Asthma: NSAID Exacerbated Respiratory Disease (NERD) Formerly Aspirin-Intolerant Asthma

Abstract

Ingestion of nonsteroidal anti-inflammatory drugs (NSAIDs) such as aspirin can trigger acute bronchoconstriction and the incidence of NSAID- exacerbated respiratory disease (NERD), formerly Aspirin-intolerant asthma (AIA), rises from 7% in asthma generally to over 15% in severe asthma and up to 30% in severe asthmatics with nasal polyposis. NSAIDS inhibit the synthesis of prostanoids by blockade of cyclooxygenase (COX). Acute reactions to NSAIDs can be life threatening and may be associated with rhinoconjunctival and dermal symptoms.

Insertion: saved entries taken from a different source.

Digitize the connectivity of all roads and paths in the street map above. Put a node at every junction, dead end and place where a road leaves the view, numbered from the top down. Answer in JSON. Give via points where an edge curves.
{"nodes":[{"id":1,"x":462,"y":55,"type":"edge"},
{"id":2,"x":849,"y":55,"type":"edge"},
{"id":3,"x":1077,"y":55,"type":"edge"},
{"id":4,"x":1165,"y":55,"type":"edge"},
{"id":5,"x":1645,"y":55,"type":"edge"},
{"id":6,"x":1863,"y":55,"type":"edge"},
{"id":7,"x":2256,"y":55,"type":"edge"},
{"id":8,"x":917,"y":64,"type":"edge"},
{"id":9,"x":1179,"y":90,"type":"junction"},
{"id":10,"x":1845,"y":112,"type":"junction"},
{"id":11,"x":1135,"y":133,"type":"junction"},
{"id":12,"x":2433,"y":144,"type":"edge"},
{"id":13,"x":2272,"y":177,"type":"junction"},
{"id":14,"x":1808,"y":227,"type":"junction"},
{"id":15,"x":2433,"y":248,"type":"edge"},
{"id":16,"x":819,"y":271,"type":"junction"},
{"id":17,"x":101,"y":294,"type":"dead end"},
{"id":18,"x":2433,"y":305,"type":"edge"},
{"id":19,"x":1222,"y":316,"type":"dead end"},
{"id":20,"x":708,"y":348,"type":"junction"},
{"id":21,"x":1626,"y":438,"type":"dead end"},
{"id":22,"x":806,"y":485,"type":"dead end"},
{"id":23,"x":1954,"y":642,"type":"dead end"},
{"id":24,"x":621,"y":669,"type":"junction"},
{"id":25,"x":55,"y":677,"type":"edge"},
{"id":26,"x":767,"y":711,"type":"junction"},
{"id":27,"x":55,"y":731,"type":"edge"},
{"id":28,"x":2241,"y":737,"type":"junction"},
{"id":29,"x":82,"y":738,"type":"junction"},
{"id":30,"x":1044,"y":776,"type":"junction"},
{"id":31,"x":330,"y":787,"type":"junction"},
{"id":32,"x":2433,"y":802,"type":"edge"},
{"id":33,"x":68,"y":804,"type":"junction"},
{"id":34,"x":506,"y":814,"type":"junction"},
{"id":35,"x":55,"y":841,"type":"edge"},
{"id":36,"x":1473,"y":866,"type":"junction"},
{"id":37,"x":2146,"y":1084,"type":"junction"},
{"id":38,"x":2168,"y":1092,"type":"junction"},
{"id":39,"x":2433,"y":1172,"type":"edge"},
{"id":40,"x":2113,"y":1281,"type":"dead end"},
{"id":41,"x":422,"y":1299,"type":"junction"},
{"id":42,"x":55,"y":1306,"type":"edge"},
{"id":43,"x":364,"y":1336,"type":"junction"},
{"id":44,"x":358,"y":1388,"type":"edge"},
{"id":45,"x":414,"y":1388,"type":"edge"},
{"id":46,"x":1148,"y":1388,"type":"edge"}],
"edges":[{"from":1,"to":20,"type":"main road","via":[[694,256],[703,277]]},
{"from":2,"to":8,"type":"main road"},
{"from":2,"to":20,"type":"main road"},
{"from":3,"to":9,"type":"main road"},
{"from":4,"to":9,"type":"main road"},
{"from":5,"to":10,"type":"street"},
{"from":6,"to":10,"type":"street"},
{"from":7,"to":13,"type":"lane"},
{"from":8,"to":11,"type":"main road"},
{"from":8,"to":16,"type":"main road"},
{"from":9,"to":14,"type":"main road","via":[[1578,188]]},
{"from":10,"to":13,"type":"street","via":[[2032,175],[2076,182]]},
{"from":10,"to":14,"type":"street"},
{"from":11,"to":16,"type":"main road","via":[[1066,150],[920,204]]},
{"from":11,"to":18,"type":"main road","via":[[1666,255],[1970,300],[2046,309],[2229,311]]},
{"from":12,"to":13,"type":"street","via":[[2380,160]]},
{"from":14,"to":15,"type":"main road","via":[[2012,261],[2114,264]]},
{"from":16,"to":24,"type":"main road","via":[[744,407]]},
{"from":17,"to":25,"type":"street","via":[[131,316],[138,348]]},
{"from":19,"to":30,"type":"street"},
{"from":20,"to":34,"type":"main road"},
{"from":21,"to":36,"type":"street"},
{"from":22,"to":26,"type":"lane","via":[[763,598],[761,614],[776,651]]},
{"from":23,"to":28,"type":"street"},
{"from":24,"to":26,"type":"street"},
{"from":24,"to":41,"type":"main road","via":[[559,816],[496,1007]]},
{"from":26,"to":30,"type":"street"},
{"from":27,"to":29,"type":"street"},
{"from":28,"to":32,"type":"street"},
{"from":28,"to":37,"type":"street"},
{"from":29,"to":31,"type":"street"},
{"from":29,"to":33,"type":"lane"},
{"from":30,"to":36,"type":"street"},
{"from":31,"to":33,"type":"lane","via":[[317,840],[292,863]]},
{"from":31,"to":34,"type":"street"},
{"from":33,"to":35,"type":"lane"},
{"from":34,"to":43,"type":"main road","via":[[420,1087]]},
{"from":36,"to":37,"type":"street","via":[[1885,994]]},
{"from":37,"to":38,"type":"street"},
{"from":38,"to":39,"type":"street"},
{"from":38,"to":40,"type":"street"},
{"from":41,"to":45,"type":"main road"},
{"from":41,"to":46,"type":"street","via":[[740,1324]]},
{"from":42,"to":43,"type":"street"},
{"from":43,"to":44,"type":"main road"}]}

The selectively for COX-1 inhibition determines the ability of NSAIDs to induce NERD. Pathologically, the bronchial and nasal airways of patients with NERD show chronic eosinophilia, with evidence of eosinophil and mast cell activation during acute reactions. The etiology of NERD is unclear, but involves inhibition by NSAIDs of prostaglandin E2 synthesis that would normally suppress local inflammatory reactions. The consequent synthesis of cysteinyl-leukotrienes and other leukocyte-derived mediators contributes to bronchoconstriction and other acute features. Recent evidence also implicates a role for type 2 (T2) inflammation in subtypes of NERD. Treatment of NERD involves avoidance of NSAIDs combined with conventional management of underlying asthma with combination inhaled corticosteroids/long-acting β2-agonists along with leukotriene modifiers and potentially anti-T2-directed antibody therapy. Controlled desensitization with regular doses of an NSAID can provide protection against acute reactions.